Although BTV is an important parameter, in clinical routine, it is only used in a smaller proportion of patients. In our clinical setting, the most common indications for the use of [18F]F-FET PET are suspected recurrent glioma (46%), unclear brain lesions (20%), treatment monitoring (19%), and suspected recurrent brain metastasis (13%) [6]. In more than 80% of patients, in addition to the visual assessment, clinical decision is based on the parameters TBRmax and TBRmean. It is of importance to note that in the here discussed FIG study, a better agreement among different centres was observed for these parameters. The median coefficient of variation for TBRmax and TBRmean among experts was only about 5%, while it was 21.5% for BTV.

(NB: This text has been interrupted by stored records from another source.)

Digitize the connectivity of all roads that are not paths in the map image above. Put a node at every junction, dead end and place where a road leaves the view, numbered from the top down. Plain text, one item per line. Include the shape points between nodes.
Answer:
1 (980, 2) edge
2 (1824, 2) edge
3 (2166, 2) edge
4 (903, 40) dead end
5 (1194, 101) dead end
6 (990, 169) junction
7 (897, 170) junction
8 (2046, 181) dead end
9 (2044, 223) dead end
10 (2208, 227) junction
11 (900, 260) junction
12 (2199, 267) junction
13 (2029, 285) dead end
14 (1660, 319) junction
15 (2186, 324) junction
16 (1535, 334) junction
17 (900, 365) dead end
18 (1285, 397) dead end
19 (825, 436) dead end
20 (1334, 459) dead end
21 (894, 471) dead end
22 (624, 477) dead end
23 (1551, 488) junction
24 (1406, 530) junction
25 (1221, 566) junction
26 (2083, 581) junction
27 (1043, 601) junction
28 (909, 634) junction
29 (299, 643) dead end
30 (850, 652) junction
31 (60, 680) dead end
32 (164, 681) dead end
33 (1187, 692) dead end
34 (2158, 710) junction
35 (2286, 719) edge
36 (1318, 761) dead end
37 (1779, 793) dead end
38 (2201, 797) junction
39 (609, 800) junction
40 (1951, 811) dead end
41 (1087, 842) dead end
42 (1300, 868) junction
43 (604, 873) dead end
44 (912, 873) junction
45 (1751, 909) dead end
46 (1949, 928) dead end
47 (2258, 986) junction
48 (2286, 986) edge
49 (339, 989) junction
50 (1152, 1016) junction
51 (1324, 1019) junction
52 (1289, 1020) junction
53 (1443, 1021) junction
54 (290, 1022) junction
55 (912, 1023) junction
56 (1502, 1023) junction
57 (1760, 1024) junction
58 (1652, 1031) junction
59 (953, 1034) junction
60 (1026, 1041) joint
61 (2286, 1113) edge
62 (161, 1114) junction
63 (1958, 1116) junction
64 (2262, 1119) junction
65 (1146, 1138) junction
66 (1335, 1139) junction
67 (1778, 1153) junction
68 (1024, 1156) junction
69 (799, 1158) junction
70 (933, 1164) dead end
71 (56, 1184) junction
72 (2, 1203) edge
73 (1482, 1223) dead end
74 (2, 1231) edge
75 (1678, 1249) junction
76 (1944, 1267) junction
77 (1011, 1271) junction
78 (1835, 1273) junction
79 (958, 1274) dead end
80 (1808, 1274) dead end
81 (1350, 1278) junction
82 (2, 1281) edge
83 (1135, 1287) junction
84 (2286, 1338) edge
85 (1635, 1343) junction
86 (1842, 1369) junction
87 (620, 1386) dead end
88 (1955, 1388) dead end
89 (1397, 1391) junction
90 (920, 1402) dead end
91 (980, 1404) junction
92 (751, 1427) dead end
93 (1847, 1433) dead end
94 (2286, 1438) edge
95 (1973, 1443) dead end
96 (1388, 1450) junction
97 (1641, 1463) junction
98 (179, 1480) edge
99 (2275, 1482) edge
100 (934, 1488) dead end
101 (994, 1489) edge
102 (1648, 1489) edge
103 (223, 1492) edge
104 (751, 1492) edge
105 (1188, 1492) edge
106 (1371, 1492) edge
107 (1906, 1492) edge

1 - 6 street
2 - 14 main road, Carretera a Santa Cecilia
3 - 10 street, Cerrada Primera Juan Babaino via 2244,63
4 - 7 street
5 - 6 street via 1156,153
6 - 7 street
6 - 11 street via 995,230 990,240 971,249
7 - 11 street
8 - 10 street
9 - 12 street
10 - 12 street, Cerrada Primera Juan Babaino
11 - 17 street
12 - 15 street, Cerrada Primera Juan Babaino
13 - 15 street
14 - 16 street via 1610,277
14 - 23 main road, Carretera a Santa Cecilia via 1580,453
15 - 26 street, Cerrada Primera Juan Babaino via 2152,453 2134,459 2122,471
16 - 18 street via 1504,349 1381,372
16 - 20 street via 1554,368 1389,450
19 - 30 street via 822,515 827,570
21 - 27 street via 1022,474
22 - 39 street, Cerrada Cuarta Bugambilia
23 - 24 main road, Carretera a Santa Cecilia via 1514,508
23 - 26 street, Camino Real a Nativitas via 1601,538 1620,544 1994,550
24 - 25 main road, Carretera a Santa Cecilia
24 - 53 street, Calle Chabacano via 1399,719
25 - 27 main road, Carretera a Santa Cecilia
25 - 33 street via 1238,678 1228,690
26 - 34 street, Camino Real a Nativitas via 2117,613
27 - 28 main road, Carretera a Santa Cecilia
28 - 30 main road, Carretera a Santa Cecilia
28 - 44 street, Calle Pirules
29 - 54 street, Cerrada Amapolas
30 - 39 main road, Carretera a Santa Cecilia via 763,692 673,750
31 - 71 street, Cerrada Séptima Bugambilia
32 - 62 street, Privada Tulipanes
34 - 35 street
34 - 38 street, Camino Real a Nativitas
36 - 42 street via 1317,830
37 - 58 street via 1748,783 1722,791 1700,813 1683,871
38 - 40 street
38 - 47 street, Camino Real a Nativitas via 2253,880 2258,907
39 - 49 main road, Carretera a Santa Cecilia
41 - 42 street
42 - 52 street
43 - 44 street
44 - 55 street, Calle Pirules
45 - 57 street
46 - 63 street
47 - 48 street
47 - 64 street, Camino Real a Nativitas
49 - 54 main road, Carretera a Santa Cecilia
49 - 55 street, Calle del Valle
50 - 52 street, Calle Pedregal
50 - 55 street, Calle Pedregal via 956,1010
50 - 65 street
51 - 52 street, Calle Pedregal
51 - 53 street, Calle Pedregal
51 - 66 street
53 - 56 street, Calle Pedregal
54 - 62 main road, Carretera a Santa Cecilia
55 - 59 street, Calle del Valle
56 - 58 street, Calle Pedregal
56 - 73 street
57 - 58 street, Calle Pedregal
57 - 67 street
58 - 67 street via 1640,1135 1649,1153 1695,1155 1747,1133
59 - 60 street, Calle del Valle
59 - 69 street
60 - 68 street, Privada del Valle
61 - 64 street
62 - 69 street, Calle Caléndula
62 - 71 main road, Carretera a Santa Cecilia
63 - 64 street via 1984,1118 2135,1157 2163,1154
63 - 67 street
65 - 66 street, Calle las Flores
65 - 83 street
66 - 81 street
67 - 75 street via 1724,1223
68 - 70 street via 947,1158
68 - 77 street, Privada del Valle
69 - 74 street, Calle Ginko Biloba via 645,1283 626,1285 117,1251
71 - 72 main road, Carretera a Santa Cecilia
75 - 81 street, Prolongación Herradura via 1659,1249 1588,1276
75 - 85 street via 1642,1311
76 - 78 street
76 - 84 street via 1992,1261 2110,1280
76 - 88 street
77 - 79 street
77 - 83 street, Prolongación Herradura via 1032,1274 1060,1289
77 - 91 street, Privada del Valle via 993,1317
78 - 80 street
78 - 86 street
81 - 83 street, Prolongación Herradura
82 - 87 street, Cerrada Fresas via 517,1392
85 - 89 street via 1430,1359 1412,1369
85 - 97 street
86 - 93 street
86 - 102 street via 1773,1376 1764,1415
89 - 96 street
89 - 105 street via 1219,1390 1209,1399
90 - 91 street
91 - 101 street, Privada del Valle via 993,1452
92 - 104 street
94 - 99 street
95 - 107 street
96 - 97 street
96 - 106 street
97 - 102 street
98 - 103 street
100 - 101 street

It needs to be considered, however, that especially the parameter TBRmax depends on the spatial resolution of the PET scanner and the postprocessing of the image data [16]. Therefore, cut-off values can only be compared between different centres to a limited extent. If [18F]F-FET will become a more generally used and accepted tracer validation across centres, harmonization of data analyses comparable to the concepts on [18F]F-FDG should be considered.

In summary, the evaluation of BTV seems to be subject to high variability at different centres and requires careful training. In clinical practice, the evaluation of [18F]F-FET PET is predominantly based on the parameters TBRmax and TBRmean, which show less variability between different centres; therefore, it might be worthwhile to consider rather these parameters in future multi-centric settings.